Takeout Food Offers a Taste of Normalcy and Comfort

Iveta, Alderwood serve up delicious food to enjoy at home

Gabriella Cafe is among the restaurants serving up amazing comfort food for takeout.

A sumptuous dinner of rack of lamb in chimichurri sauce with astonishing smashed potatoes—the ultimate comfort food—and sauteed market veggies ($38) formed the centerpiece of a recent curbside delivery from Gabriella Cafe

We added an order of never-better house focaccia and a bounty of those chartreuse Castelvetrano olives ($9). Proprietor Paul Cocking handed me a shopping bag with our order in front of my car, and I handed him an envelope containing a check for the meal, plus gratuity. At home I opened one of my earlier vintages of Randall Grahm’s Le Cigare Volant and made it a festive occasion. I recommend that you order dinner for pickup from your favorite restaurants. Keep them going. They’re pared to the very minimum. Now it’s up to us.

Iveta Does Lunch

Last week we called up Iveta on Delaware and ordered a pickup version of one of our favorite lunches: a huge turkey and havarti on sourdough, a bag of sea salt chips, and a Cowboy Cookie. I waved, the cashier waved back. In I dashed and exchanged the lunch items for a $20 bill, and a big tip. We ate lunch on our deck. Thanks to Iveta for the comfort food. They have incredible little scones to go, too!

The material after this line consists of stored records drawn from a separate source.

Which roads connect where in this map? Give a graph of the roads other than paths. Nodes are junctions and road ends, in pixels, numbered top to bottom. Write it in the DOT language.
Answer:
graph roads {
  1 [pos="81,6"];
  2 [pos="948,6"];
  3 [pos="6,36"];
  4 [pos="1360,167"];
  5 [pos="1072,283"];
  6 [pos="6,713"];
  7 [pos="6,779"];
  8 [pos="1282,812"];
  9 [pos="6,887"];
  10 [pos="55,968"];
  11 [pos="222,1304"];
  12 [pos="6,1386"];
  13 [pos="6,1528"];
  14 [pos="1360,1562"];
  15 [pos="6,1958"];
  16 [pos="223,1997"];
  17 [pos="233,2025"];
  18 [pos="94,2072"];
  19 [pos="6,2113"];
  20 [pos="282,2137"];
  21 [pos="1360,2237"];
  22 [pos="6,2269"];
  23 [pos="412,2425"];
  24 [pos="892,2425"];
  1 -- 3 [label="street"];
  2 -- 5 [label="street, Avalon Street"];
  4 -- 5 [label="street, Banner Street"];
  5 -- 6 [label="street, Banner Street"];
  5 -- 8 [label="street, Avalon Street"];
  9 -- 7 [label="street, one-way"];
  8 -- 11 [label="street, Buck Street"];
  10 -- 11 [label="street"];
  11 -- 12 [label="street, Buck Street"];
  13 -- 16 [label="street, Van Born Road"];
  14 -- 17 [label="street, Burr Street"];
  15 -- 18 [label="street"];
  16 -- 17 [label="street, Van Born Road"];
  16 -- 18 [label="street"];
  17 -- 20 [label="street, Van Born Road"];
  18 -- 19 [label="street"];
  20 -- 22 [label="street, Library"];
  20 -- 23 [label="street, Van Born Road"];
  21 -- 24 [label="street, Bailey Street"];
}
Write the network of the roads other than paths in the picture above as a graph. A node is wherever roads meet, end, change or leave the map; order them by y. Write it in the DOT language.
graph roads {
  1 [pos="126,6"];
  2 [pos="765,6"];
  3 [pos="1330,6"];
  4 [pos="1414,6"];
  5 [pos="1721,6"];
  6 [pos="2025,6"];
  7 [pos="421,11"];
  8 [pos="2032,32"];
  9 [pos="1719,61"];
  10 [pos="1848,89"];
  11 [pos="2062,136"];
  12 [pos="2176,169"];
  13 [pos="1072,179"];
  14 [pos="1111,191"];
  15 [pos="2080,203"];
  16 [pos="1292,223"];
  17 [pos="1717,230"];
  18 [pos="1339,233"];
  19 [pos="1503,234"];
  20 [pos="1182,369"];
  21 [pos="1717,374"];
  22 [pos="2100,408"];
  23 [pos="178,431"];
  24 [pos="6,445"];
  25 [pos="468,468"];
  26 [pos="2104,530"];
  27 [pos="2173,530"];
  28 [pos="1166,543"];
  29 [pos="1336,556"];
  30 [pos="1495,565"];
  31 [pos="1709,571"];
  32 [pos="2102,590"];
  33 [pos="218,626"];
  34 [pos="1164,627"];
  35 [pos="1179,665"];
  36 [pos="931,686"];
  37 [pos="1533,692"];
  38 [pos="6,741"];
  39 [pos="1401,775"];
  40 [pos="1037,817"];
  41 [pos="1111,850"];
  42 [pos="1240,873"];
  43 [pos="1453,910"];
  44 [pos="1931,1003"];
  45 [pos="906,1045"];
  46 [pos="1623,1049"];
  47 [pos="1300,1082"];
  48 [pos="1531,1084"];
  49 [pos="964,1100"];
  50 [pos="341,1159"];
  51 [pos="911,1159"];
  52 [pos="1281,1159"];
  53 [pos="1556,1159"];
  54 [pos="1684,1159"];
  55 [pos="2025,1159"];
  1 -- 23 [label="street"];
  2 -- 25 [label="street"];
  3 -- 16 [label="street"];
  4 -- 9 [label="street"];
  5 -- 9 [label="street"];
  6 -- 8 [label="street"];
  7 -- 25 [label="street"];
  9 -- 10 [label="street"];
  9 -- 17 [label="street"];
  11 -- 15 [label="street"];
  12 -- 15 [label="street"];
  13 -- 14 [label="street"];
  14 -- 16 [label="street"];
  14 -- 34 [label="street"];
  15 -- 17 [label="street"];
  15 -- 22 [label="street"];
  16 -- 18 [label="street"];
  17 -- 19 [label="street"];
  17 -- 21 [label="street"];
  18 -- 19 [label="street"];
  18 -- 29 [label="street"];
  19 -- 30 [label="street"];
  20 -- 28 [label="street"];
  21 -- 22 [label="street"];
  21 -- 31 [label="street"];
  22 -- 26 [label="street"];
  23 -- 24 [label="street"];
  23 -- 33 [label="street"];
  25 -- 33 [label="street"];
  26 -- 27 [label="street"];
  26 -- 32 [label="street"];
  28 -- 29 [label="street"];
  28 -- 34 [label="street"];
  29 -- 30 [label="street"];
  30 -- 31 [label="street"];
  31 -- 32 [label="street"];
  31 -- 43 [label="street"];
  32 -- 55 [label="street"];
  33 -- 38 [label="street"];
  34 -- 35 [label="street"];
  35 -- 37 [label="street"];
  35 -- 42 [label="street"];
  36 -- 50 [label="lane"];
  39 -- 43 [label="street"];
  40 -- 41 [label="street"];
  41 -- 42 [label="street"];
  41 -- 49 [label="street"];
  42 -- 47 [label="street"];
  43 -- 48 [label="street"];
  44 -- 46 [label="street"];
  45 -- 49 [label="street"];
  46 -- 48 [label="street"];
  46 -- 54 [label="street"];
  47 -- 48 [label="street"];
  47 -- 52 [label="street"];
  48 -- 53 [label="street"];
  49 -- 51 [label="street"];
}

Iveta, 2125 Delaware Ave., Santa Cruz. Open 9am-2pm for pickup. Order at 713-5946.

Dinner to Remember at Alderwood

How fondly I recall that last dinner I spent with my friend Kate at Alderwood, a few days before the official close of on-site dining. The colossal burger, plus super-sized baked potato pommes frites! The meal included a terrific glass of Rhône wine and a rococo deconstructed chocolate/caramel Napoleon with a side of chocolate gelato. Outstanding. Seated in a booth that left plenty of space between diners, we enjoyed what we realized would be the last such in-restaurant dinner for a while. We enjoyed every bit of it! Our thanks to the team at Alderwood, who are currently among the intrepid eateries keeping a curbside link to the community. 

Alderwood, 155 Walnut Ave., Santa Cruz. Open 4-8pm, Tuesday-Sunday. 588-3238. 

Kelly’s French Bakery is still baking bread and pastries for groceries and pick-up orders, offering scones, morning buns, baguettes, bagels and lots more. 

Kelly’s French Bakery, 402 Ingalls St., Santa Cruz. Call 423-9059, extension 2, on Monday-Saturday for pickup on Tuesday, Thursday and Saturday.   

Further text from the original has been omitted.